Senior Financial Services Manager at Phillip Securities (Jurong East)

Hi anon,

It sounds like you have an investment linked plan that also provides coverage of some sort.

Generally, I don't advise mixing investments and insurance together. Do them separately.

However, the plan is still currently providing you with coverage and hence it will be prudent to get alternative coverage settled first before you surrender (if that is the decision you come to). Take note that there is typically a 90 day waiting period for CI.

Mortality charges (the cost of providing the coverage for you, year on year) for ILP increase exponentially over time, and that is guranteed to occur (unless you reduce your coverage; in which case, why would you buy an ILP for coverage?). Your funds have no guarantee of performance returns and even less so the probability that their returns will be exponential. You'll eventually reach a point where mortality charges far outstrip the returns, and that is when the policy will start to lose cash value. If you want to avoid this, stick with pure insurance such as death/TPD via a term plan, or CI with a limited pay whole life.

Neither does an ILP make sense for investment purposes in my view, there are much better ways to invest, and even if you require an advisor to manage your portfolio, you won't have to see your investment returns erode due to mortality charges.

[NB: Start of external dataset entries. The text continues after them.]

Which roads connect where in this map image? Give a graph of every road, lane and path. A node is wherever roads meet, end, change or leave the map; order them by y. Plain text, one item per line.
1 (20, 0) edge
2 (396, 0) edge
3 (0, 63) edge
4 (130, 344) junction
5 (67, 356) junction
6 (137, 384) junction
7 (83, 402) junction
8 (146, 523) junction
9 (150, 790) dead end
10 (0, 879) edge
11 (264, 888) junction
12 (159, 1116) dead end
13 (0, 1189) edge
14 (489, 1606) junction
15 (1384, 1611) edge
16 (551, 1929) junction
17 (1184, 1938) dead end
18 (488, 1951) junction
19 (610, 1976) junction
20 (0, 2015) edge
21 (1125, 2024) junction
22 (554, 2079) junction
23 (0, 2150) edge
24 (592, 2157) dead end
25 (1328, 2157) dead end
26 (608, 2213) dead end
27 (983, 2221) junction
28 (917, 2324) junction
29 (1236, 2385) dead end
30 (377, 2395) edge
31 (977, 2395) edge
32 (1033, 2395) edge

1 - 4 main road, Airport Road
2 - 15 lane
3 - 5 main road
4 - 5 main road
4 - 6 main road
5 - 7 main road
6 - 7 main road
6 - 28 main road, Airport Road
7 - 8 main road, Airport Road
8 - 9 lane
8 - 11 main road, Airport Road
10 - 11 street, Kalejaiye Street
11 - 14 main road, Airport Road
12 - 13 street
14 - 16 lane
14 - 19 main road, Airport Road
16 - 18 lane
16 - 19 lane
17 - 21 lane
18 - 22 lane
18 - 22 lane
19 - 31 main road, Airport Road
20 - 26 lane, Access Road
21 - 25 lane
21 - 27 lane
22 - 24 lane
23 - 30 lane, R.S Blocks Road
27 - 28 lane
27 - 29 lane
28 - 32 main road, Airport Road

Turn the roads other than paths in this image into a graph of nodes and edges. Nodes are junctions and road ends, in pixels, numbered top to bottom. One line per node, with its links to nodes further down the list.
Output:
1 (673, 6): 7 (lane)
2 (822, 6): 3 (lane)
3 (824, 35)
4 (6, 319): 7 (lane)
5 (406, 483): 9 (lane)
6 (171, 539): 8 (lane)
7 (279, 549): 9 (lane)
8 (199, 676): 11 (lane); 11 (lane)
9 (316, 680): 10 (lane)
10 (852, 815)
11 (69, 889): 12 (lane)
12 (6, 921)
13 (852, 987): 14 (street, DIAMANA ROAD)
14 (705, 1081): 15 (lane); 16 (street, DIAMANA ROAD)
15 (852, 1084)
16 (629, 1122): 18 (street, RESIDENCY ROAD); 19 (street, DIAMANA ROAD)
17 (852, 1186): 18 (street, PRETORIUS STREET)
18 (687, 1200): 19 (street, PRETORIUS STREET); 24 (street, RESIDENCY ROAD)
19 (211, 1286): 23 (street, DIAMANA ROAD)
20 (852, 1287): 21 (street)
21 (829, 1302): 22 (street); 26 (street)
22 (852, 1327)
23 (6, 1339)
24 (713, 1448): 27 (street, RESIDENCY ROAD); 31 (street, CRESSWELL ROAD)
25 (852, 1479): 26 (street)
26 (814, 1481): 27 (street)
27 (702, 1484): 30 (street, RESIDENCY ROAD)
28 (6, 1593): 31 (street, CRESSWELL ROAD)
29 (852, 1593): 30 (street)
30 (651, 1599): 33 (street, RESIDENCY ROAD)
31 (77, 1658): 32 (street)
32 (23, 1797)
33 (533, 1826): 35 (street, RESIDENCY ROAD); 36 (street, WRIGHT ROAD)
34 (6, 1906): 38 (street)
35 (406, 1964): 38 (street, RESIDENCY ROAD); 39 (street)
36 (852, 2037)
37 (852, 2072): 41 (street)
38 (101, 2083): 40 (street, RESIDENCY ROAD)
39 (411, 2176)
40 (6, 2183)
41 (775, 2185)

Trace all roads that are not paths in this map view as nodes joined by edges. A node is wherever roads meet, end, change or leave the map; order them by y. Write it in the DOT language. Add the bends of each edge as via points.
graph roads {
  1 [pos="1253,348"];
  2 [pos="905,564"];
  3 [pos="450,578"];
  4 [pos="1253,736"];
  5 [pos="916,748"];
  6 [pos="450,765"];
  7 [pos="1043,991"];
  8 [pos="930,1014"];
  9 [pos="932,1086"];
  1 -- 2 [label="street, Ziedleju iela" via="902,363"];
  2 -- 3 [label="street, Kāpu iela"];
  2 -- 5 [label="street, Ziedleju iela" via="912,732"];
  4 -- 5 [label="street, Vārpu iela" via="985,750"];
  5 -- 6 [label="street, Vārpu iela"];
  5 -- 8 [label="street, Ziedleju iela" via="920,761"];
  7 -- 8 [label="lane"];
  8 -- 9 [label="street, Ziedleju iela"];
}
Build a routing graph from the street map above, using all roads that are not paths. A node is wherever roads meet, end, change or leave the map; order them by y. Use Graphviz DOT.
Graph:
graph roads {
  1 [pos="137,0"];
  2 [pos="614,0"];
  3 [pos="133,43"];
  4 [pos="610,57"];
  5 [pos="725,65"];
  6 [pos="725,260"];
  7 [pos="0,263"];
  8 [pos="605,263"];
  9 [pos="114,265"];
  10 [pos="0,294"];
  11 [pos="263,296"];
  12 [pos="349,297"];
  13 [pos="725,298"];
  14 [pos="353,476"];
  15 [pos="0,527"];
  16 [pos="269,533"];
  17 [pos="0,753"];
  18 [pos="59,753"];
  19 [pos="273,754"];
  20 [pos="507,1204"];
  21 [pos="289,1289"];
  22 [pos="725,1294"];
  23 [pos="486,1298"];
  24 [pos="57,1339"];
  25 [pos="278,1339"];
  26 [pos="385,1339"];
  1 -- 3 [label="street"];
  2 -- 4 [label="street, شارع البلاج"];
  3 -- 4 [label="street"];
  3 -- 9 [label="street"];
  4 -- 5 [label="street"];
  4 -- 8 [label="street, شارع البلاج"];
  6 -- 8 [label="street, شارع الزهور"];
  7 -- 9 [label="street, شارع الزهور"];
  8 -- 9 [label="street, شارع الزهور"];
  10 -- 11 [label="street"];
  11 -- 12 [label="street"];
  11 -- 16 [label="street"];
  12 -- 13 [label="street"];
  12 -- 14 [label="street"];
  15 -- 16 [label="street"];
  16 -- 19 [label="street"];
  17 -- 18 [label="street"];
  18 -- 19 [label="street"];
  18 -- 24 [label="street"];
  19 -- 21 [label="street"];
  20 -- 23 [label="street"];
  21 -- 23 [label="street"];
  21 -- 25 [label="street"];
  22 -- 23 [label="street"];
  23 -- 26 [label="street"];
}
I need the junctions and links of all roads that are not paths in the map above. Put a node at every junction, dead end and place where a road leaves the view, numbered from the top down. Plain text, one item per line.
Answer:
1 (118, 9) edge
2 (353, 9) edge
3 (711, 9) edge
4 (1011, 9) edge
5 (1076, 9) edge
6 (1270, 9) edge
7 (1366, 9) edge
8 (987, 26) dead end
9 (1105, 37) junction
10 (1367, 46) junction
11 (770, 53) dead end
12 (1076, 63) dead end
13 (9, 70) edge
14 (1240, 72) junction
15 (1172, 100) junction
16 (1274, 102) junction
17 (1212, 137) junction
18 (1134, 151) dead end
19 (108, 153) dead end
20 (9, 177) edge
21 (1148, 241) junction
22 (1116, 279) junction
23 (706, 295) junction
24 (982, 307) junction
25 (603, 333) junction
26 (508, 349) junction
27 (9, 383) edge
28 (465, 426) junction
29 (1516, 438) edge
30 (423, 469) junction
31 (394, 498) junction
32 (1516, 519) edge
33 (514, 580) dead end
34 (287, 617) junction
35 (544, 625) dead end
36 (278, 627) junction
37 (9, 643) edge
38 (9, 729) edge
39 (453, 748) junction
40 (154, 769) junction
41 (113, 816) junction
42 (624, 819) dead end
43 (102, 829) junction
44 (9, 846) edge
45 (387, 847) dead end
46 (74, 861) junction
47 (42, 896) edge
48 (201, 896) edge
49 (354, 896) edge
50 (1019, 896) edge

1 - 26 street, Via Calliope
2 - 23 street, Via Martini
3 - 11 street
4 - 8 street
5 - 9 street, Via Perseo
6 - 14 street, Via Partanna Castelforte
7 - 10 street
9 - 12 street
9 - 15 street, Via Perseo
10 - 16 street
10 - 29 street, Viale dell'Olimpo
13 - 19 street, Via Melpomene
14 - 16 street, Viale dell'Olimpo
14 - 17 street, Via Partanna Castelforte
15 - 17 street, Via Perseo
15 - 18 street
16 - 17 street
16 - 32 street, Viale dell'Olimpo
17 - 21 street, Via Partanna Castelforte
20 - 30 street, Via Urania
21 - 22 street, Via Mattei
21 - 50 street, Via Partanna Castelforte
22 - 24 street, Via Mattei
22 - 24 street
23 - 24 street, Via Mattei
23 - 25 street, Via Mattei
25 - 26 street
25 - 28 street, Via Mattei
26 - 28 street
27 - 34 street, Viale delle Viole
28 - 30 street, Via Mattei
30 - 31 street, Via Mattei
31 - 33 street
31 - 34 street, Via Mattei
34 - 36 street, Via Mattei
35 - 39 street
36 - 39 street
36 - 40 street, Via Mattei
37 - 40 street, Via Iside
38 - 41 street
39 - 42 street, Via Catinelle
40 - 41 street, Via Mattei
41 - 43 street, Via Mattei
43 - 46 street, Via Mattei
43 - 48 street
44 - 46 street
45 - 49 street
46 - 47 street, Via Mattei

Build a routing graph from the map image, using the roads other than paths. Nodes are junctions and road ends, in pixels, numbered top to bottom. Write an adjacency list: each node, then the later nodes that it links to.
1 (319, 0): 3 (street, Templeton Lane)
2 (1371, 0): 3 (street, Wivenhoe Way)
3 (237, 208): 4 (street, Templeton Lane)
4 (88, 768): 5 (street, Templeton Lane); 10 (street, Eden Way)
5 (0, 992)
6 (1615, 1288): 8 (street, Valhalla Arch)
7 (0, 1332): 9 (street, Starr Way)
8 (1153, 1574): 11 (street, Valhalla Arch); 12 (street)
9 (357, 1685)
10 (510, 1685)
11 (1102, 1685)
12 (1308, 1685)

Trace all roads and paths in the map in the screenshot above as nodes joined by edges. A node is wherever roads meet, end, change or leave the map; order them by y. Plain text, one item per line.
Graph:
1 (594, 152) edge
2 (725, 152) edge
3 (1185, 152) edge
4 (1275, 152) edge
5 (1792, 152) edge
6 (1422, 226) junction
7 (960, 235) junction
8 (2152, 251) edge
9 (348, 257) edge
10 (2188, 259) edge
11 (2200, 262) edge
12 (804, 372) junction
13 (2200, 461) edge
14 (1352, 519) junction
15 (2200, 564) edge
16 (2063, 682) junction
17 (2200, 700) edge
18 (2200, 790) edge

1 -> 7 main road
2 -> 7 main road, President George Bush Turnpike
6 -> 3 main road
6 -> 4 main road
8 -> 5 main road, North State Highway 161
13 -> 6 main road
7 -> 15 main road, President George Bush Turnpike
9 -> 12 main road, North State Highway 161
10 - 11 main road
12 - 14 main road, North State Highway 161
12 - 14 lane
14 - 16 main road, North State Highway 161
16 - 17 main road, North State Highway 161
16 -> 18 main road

Speak with an independent financial advisor to get more information on the alternatives available for your coverage, as there are many insurers in the market that carry plans for protection purposes; in the mean time the ILP will cover you from the unforseen. Getting a new term/WL now is still a better decision as 1) you are younger and it will be cheaper than to do so a few years down the road 2) you are healthy and insurable (which is the more important point).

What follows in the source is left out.